China's May Exports to the U.S. Plunge by 34.5%, Can U.S.-China Negotiations Reshape the Outcome?

In May, China's exports to the U.S. fell sharply by 34.5%, marking the largest monthly decline since the pandemic began, raising significant concerns. According to the latest data from the General Administration of Customs, despite a preliminary tariff relief agreement reached between China and the U.S., trade tensions remain unresolved.
The report highlights that in addition to the steep decline in exports to the U.S., imports from the U.S. also dropped by 18.1%, resulting in a 41.55% reduction in China's trade surplus with the U.S., falling to $18 billion. However, China's total trade surplus increased by 25% year-on-year, reaching $103.2 billion.
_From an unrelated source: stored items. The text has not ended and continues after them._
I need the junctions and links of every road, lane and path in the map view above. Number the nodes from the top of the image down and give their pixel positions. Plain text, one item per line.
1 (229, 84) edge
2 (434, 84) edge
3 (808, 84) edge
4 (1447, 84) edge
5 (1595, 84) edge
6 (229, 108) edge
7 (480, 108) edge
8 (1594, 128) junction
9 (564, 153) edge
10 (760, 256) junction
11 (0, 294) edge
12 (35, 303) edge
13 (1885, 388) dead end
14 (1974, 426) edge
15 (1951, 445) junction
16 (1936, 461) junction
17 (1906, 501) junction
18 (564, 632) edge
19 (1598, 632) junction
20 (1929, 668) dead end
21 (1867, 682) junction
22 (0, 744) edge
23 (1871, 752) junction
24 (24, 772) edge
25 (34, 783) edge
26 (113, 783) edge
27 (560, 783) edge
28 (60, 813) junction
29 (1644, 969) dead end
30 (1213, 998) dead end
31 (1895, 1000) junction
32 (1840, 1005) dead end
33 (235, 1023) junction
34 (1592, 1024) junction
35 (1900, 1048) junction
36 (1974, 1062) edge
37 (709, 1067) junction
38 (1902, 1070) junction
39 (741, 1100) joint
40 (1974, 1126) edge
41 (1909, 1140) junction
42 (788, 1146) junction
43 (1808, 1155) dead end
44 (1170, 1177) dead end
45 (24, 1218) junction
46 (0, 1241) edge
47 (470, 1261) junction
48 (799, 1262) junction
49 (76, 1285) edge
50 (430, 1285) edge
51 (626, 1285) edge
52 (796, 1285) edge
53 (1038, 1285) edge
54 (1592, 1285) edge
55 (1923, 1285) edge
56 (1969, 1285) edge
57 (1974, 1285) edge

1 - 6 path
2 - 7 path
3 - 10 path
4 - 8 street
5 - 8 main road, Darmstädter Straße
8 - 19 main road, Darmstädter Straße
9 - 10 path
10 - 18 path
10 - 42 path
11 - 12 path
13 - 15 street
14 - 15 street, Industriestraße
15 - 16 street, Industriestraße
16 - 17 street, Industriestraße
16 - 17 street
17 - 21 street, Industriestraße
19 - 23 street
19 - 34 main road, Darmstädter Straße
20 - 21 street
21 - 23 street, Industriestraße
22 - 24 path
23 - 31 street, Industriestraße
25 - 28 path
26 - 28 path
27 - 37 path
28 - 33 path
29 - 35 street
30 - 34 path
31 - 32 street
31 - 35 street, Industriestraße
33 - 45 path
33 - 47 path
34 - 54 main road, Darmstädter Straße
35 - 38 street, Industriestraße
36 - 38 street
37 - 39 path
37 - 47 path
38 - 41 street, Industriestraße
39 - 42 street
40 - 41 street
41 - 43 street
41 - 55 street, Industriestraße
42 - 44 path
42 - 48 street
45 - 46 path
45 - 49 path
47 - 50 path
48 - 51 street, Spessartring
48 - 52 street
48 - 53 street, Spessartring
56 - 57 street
As pressures mount, Chinese exporters are shifting their focus to Southeast Asia and European markets, with exports to ASEAN in May increasing by nearly 15%. However, this growth does not compensate for the dramatic decrease in exports to the U.S.
Analysts point out that although tariffs have partially eased, harm to industries has already occurred. Exports of smartphones and home appliances have declined by 10% and 6% respectively, while automotive and shipping exports continue to grow.
Overall, China faces dual challenges of external pressure and sluggish domestic demand, with market competition becoming increasingly intense and significant uncertainty surrounding future export prospects.